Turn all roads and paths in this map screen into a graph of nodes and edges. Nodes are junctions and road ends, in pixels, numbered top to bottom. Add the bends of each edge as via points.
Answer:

--

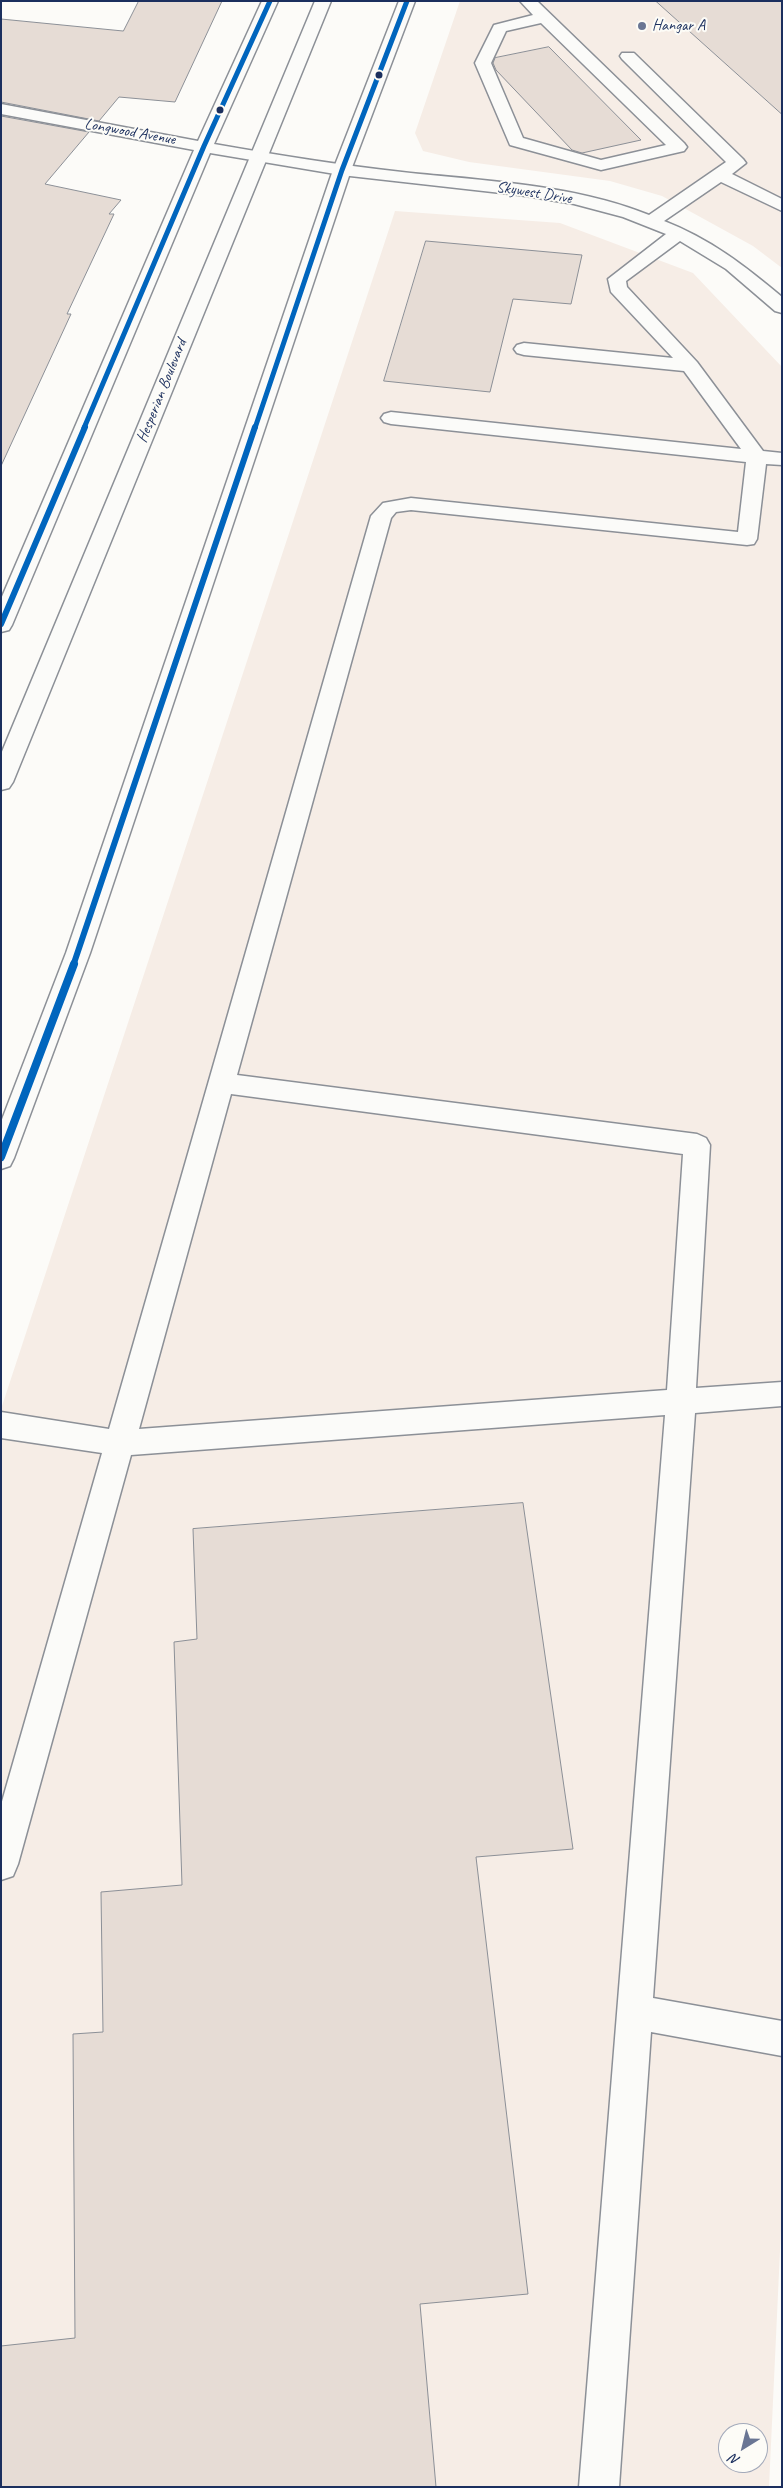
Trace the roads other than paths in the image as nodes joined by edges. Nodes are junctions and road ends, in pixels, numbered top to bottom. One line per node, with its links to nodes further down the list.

==

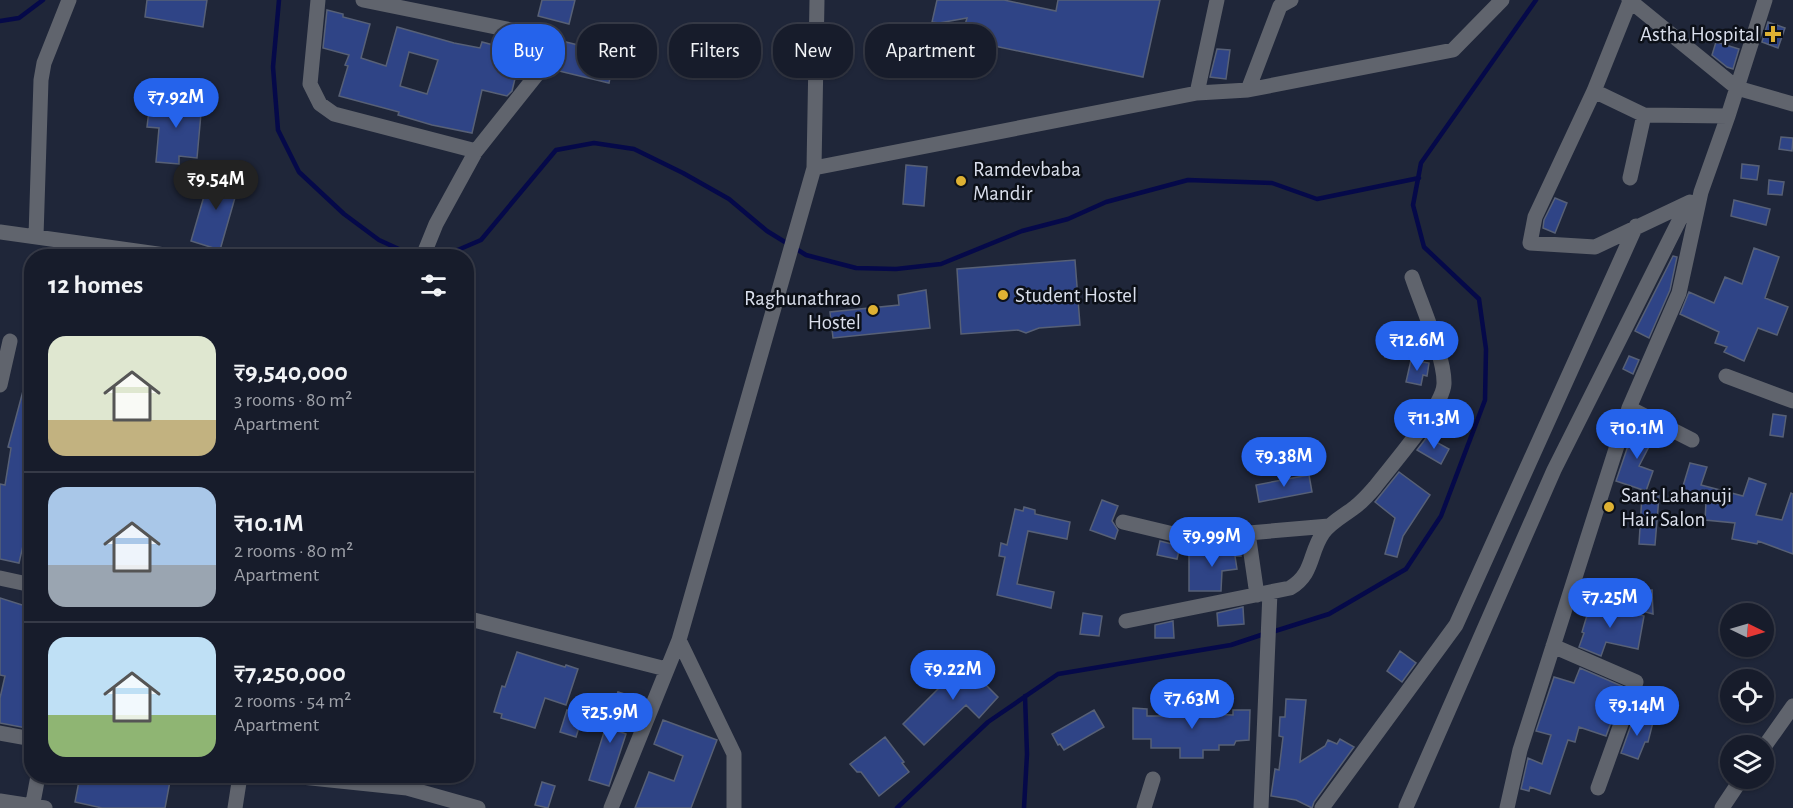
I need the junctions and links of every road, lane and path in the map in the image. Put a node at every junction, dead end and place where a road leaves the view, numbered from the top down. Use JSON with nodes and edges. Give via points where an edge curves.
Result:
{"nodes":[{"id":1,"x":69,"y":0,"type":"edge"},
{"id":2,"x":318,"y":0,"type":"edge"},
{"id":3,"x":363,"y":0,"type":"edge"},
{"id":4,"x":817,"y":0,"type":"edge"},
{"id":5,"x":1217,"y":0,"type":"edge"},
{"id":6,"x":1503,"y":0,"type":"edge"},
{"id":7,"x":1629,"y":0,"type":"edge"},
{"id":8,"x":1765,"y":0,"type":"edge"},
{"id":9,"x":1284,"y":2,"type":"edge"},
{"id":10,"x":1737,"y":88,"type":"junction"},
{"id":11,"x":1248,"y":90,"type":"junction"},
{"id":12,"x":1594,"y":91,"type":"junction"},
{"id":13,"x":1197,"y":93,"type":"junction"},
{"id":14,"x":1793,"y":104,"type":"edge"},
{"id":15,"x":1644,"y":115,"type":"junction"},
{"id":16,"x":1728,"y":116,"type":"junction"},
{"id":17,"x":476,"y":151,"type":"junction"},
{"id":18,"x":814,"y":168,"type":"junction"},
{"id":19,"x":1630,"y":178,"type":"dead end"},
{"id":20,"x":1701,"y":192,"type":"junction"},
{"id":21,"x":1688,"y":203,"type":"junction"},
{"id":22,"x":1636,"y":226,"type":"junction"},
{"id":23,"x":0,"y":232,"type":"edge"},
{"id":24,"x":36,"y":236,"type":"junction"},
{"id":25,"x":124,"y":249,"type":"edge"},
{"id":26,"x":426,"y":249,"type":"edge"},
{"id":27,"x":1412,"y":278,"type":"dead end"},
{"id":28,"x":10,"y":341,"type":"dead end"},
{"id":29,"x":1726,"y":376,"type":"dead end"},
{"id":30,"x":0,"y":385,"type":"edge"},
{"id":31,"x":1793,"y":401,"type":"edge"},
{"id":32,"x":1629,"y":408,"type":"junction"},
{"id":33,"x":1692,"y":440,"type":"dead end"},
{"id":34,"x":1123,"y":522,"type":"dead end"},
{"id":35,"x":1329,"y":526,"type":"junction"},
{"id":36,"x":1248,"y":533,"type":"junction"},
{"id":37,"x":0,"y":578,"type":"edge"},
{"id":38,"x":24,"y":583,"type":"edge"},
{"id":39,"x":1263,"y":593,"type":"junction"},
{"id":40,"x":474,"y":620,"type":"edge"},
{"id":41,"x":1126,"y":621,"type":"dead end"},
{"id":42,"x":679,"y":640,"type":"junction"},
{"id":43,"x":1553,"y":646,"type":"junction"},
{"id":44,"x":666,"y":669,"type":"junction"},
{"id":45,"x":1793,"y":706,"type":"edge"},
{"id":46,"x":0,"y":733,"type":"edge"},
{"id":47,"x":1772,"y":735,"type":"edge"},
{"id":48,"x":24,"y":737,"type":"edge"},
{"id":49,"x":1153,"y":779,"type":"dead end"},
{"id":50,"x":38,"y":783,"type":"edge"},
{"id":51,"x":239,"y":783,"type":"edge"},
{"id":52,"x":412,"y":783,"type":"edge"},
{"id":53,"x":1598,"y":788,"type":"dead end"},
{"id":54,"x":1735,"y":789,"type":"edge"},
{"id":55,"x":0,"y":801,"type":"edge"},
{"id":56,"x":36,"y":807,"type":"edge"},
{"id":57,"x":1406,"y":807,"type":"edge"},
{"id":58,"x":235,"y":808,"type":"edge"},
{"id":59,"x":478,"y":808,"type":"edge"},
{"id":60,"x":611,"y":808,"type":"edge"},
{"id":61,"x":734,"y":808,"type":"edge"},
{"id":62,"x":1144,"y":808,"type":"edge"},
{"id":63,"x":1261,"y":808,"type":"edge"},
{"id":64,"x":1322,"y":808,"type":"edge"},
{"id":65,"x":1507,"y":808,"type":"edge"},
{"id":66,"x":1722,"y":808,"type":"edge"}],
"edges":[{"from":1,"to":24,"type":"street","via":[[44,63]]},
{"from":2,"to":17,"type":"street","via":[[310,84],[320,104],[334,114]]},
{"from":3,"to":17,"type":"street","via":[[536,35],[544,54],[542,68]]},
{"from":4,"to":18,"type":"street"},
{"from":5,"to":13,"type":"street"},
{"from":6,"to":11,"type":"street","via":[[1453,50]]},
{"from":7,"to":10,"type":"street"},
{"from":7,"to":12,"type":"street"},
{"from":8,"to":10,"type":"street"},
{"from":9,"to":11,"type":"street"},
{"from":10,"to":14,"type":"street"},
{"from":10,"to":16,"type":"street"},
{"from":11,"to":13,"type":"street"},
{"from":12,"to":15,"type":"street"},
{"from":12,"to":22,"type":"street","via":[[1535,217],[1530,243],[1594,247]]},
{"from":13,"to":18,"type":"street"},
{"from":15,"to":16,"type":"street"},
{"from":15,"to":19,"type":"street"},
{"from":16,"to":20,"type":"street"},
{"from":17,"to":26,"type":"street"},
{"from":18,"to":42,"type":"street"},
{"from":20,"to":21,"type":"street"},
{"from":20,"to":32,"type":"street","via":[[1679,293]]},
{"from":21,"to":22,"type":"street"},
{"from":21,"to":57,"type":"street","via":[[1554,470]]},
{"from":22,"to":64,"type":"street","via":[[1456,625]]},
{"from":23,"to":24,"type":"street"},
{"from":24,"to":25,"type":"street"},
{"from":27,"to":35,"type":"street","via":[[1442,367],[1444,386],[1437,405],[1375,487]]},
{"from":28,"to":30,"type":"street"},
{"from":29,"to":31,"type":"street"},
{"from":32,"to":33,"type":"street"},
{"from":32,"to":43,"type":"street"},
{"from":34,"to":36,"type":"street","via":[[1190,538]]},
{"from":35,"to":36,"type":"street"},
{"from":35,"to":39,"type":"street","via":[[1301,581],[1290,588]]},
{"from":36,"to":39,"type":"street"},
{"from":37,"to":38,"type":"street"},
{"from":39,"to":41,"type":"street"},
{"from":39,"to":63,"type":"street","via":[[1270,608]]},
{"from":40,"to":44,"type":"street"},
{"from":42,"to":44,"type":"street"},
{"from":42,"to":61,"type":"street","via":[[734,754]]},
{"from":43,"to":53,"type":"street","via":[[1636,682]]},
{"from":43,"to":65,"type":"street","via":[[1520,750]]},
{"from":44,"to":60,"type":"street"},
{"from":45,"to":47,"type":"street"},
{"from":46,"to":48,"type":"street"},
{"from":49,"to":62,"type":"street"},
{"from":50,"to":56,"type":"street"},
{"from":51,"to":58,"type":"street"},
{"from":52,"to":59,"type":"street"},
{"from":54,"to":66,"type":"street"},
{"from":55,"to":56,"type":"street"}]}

- Your goal: Copy out every line of the data in which the word "bottom" is found.

- Exercise output:
Turn all roads and paths in this map screen into a graph of nodes and edges. Nodes are junctions and road ends, in pixels, numbered top to bottom. Add the bends of each edge as via points.
Trace the roads other than paths in the image as nodes joined by edges. Nodes are junctions and road ends, in pixels, numbered top to bottom. One line per node, with its links to nodes further down the list.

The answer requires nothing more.